[Opening Given data section]

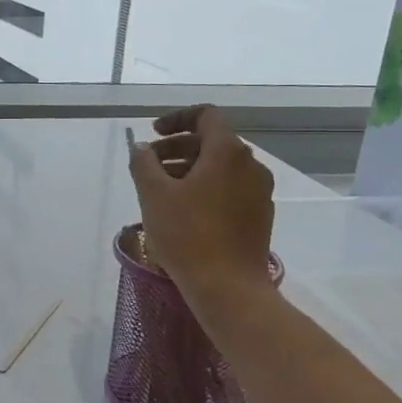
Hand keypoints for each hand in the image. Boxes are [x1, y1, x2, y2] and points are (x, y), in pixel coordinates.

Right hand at [128, 105, 276, 300]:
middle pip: (212, 141)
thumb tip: (141, 148)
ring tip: (162, 191)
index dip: (176, 119)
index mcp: (227, 152)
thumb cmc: (187, 235)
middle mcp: (251, 165)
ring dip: (189, 169)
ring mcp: (259, 191)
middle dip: (177, 147)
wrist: (229, 287)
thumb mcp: (153, 195)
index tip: (153, 135)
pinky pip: (230, 188)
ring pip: (221, 167)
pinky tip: (185, 211)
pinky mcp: (260, 215)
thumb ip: (143, 163)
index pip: (205, 115)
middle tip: (149, 166)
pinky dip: (206, 188)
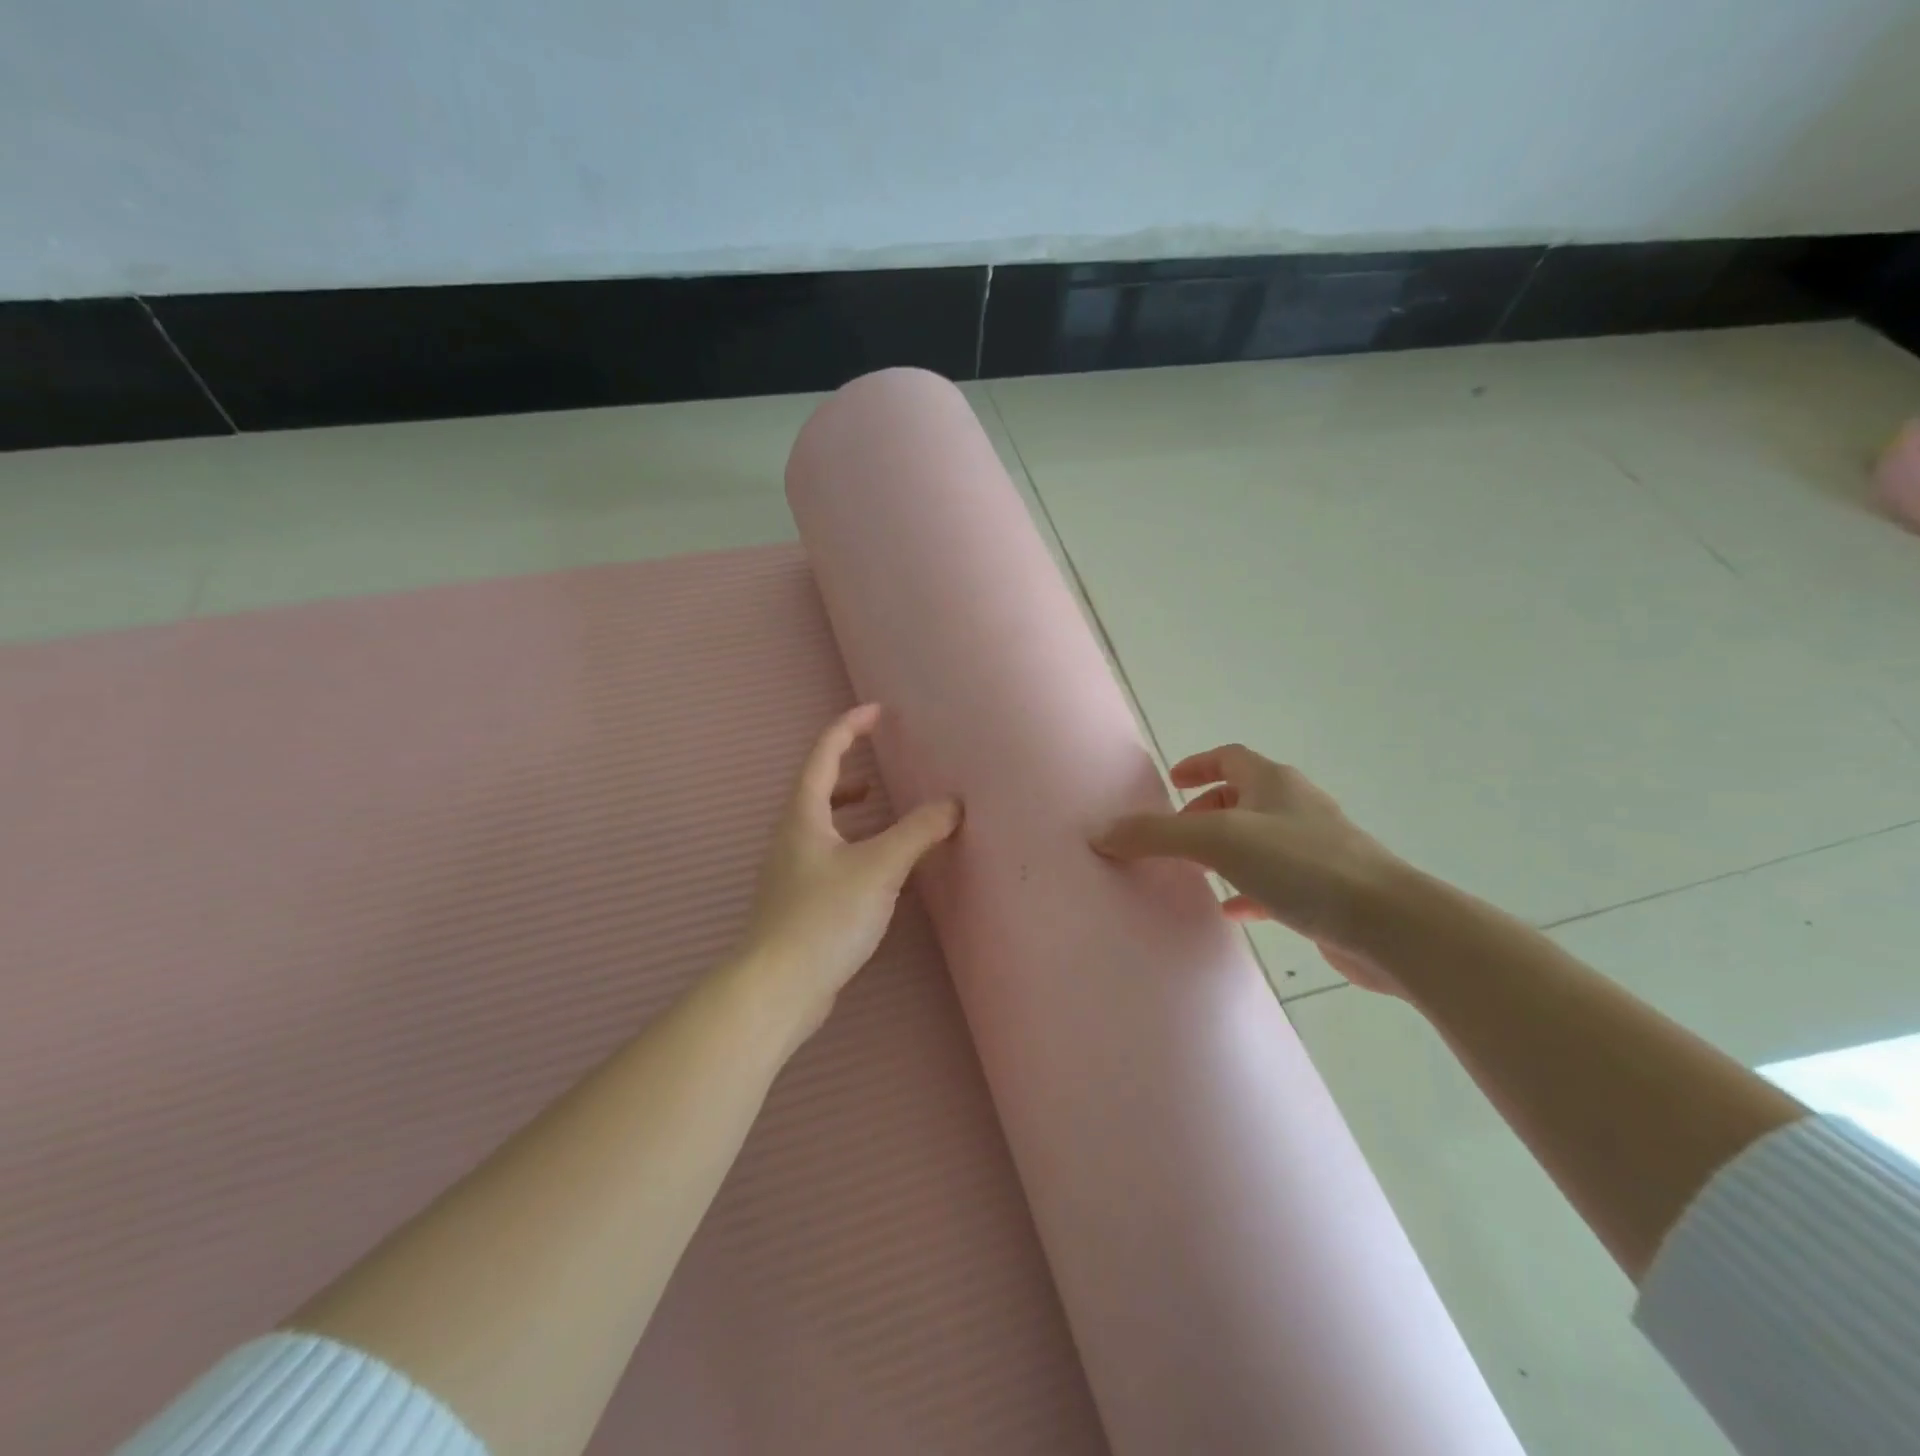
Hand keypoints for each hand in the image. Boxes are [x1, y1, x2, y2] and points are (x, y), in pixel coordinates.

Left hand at [734, 704, 961, 1039]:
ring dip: (847, 806)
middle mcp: (791, 837)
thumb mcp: (879, 867)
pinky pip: (827, 853)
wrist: (778, 987)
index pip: (823, 755)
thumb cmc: (825, 916)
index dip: (849, 727)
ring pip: (820, 822)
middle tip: (877, 760)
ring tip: (875, 802)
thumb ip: (918, 832)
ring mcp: (790, 871)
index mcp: (803, 816)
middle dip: (845, 766)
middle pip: (816, 787)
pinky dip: (851, 841)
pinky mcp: (798, 901)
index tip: (876, 712)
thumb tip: (952, 805)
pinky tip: (873, 866)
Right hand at [1093, 744, 1405, 993]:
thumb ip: (1157, 835)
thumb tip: (1102, 832)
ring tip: (1195, 873)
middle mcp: (1296, 809)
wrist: (1389, 924)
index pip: (1231, 758)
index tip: (1172, 781)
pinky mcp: (1326, 891)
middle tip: (1176, 835)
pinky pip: (1276, 882)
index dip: (1199, 764)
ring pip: (1259, 842)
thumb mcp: (1218, 841)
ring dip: (1226, 852)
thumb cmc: (1302, 865)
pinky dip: (1248, 889)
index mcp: (1274, 784)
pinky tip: (1233, 910)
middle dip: (1206, 812)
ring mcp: (1316, 851)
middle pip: (1244, 799)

[Closing Given data section]

Please output all of the entries exactly as they appear, with no pictures.

Hand keypoints for each hand in the image. Boxes are [x1, y1, x2, y2] and points are (x, y), in pixel coordinates.

Right hand at [128, 105, 276, 300]:
middle pip: (212, 141)
thumb tip: (141, 148)
ring tip: (162, 191)
index dip: (176, 119)
index mcp: (227, 152)
thumb cmc: (187, 235)
middle mcp: (251, 165)
ring dip: (189, 169)
ring mcp: (259, 191)
middle dip: (177, 147)
wrist: (229, 287)
thumb mcp: (153, 195)
index tip: (153, 135)
pinky pip: (230, 188)
ring pip: (221, 167)
pinky tip: (185, 211)
pinky mcp: (260, 215)
thumb ip: (143, 163)
index pip: (205, 115)
middle tip: (149, 166)
pinky dip: (206, 188)
Hand keypoints for each hand in the image. Boxes are [x1, y1, x2, y2] and points are (x, y), in pixel coordinates.

Left hand at [734, 704, 961, 1039]:
ring dip: (847, 806)
middle mcp: (791, 837)
thumb mcp: (879, 867)
pinky pip: (827, 853)
wrist: (778, 987)
index pip: (823, 755)
thumb cmc: (825, 916)
index dip: (849, 727)
ring pip: (820, 822)
middle tip: (877, 760)
ring tip: (875, 802)
thumb ip: (918, 832)
ring mcp: (790, 871)
index mcp: (803, 816)
middle dip: (845, 766)
middle pip: (816, 787)
pinky dip: (851, 841)
pinky mcp: (798, 901)
index tip: (876, 712)
thumb tip: (952, 805)
pinky tip: (873, 866)
Right hand at [1093, 744, 1405, 993]:
thumb ip: (1157, 835)
thumb tip: (1102, 832)
ring tip: (1195, 873)
middle mcp: (1296, 809)
wrist: (1389, 924)
index pip: (1231, 758)
index tip: (1172, 781)
pinky mcp: (1326, 891)
middle tip: (1176, 835)
pinky pip: (1276, 882)
index dip: (1199, 764)
ring pip: (1259, 842)
thumb mcp: (1218, 841)
ring dip: (1226, 852)
thumb cmc: (1302, 865)
pinky dip: (1248, 889)
index mcp: (1274, 784)
pinky tip: (1233, 910)
middle dip: (1206, 812)
ring mcp: (1316, 851)
middle pip: (1244, 799)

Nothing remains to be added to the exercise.